Auctioneer Francois Tajan said “the battle over the phone and in the auction room for the stairs showed the profound attachment there is for a monument that is so emblematic of French culture.”
The stairs date from 1889 when the legendary French engineer Gustave Eiffel built the 324-meter (1,063-foot) edifice as the centerpiece of the Paris Universal Exhibition.
It soon became the most iconic feature on the Paris skyline, and is France’s most visited monument despite suffering calls for its demolition in the years after the exhibition.
It is still the country’s third tallest structure, and was the highest building in the world for 41 years until the construction of the Chrysler Building in New York in 1930.
The stairs were removed from the tower in 1983 to make way for a lift and cut into 24 sections, ranging from two to nine meters high.

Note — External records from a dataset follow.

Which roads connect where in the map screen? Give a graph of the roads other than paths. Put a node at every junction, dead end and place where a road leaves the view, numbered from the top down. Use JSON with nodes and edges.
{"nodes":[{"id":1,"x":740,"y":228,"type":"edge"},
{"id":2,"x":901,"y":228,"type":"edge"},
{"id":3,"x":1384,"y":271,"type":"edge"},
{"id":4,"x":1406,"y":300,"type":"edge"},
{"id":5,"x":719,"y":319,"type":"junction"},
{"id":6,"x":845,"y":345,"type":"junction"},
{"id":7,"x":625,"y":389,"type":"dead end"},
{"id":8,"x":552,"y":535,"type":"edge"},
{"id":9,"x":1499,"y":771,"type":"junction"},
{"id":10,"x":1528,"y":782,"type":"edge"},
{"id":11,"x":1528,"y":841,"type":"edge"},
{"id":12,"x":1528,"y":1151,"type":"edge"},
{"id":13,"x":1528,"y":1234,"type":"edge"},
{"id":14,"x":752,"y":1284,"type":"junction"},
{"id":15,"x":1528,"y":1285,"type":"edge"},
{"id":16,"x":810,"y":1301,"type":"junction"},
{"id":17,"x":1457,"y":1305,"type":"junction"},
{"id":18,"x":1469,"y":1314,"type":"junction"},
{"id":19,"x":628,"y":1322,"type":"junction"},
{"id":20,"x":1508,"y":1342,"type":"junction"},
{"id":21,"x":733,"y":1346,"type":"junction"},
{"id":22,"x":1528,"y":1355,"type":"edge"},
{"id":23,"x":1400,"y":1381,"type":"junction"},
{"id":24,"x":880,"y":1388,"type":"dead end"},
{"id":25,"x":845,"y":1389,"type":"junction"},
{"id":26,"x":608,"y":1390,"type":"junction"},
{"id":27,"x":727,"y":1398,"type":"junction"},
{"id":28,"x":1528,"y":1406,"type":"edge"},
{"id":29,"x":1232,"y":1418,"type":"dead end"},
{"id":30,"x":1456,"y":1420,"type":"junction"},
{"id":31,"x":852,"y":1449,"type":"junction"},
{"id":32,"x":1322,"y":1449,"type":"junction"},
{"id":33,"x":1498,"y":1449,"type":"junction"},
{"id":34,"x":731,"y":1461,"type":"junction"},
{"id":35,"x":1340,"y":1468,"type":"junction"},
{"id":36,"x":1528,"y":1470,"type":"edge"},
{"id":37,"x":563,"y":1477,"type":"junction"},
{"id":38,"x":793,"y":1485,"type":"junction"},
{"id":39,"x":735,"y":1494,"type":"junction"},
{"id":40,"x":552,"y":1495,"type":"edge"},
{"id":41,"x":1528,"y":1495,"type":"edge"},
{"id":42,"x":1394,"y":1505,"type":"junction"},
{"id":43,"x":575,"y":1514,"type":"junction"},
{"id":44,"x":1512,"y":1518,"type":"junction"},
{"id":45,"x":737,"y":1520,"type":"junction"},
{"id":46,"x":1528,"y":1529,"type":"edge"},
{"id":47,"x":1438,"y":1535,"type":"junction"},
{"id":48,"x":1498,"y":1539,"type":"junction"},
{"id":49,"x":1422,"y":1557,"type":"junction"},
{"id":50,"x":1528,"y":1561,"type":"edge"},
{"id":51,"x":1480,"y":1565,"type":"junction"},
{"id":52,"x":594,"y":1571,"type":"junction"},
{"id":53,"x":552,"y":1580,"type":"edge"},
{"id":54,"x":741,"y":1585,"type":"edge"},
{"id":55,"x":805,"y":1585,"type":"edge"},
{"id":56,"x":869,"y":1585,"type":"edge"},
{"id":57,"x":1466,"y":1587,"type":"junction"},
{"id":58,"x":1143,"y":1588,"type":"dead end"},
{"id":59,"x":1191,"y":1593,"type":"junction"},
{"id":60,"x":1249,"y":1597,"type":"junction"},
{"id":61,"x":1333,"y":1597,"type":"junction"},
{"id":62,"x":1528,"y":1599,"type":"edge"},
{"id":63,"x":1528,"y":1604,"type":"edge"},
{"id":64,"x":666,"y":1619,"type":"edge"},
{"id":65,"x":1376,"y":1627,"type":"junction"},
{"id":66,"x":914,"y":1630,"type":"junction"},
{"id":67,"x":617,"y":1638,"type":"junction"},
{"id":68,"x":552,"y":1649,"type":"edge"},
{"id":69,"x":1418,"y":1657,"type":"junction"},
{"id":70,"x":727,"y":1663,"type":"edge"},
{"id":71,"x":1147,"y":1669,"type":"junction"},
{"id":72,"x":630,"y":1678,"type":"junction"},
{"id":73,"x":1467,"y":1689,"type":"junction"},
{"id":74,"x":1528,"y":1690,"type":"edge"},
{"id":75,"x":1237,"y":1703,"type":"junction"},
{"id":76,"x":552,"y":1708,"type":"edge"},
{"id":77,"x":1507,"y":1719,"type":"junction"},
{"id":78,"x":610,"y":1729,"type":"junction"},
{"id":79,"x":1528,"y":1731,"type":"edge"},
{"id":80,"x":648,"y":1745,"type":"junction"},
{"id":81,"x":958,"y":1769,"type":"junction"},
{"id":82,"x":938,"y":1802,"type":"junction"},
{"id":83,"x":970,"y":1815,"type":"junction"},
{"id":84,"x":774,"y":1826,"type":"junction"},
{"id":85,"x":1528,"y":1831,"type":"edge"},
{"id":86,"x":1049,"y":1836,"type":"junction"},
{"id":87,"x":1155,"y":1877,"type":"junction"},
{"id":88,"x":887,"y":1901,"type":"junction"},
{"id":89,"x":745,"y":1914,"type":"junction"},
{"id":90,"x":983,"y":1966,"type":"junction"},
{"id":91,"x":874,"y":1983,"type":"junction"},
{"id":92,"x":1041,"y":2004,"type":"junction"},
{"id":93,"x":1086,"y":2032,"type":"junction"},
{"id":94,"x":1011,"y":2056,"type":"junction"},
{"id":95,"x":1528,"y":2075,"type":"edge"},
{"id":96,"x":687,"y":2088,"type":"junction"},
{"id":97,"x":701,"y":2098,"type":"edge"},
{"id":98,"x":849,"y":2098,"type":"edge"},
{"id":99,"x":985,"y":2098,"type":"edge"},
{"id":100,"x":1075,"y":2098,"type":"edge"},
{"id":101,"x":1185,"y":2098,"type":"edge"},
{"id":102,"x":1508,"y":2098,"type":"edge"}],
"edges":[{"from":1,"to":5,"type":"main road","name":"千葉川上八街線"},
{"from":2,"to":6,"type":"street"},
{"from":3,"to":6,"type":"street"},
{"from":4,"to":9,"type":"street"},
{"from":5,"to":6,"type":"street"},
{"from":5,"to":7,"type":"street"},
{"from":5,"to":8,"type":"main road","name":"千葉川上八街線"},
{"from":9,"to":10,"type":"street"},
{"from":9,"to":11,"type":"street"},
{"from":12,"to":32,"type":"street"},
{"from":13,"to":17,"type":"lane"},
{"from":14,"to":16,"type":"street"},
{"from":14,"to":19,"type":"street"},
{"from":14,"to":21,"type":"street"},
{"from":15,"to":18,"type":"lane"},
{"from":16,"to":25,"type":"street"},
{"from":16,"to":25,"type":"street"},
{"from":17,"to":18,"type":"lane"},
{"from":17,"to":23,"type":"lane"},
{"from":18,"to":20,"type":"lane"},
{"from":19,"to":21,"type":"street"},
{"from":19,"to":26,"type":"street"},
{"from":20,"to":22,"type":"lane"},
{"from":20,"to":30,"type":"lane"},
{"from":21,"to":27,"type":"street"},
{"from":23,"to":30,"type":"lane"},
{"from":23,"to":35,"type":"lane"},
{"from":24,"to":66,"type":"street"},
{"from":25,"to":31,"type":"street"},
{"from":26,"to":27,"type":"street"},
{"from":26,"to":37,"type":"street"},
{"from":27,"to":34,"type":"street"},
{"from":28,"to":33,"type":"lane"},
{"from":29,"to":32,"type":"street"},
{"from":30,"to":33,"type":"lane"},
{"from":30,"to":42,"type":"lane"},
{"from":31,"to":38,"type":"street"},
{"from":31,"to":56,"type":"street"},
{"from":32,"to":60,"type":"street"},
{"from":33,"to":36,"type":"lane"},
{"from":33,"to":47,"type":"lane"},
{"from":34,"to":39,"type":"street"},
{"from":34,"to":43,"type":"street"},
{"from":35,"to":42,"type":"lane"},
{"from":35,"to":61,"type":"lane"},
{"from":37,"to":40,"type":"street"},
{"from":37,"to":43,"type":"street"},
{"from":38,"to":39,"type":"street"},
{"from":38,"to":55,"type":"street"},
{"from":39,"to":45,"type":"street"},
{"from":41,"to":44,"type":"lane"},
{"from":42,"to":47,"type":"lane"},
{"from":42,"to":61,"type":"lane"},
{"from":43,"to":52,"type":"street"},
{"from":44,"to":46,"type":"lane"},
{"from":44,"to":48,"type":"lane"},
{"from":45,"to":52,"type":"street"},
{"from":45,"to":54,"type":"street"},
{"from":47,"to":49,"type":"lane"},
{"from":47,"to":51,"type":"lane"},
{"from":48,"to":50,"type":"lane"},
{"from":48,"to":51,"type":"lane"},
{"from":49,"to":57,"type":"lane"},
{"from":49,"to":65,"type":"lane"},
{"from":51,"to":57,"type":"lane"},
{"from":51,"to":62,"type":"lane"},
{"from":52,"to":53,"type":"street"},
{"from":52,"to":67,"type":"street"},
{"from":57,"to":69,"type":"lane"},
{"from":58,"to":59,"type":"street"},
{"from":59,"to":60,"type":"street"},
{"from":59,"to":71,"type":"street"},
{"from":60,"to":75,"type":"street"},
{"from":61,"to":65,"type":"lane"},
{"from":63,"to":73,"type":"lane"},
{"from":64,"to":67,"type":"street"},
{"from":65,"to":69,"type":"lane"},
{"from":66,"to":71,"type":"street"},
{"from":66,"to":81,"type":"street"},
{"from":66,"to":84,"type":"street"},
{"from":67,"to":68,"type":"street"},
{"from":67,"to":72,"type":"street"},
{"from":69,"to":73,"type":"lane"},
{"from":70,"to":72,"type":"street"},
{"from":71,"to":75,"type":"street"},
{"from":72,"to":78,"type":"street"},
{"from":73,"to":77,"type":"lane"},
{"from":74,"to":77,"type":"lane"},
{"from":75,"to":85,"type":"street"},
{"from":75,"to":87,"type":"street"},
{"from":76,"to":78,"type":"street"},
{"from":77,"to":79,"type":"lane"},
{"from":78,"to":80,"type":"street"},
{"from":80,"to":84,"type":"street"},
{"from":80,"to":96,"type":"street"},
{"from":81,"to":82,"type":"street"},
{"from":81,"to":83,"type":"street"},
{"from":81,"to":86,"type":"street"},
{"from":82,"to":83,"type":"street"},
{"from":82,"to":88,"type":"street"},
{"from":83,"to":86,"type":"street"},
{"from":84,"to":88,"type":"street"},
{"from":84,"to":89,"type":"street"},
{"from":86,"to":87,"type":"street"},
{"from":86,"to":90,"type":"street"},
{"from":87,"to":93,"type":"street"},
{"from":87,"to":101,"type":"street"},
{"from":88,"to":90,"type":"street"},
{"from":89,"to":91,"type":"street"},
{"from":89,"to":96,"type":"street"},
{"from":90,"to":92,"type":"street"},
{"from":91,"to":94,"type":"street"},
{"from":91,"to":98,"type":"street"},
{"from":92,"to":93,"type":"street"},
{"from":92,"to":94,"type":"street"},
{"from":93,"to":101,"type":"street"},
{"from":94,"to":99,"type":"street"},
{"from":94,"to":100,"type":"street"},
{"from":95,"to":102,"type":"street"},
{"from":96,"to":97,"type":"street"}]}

Several were bought by museums while others ended up in the gardens of the Yoshii Foundation at Yamanashi in Japan, beside the Statue of Liberty in New York and at Walt Disney World in Florida, next to its copy of the Eiffel Tower.
Artcurial sold a larger 3.5-meter section of 19 steps for 220,000 euros in 2013.
Tajan said he was particularly “moved by the sale… having watched the first sale of the staircases in 1983 which was presided over by my father Jacques Tajan.”
Although the Eiffel Tower stairs fetched “an exceptional price”, the highest from the sale of Art Deco artifacts was four monumental sculptures by Georges Saupique which went for 1.24 million euros.
Saupique is best known for his bust of Marianne, the woman who symbolizes the French republic.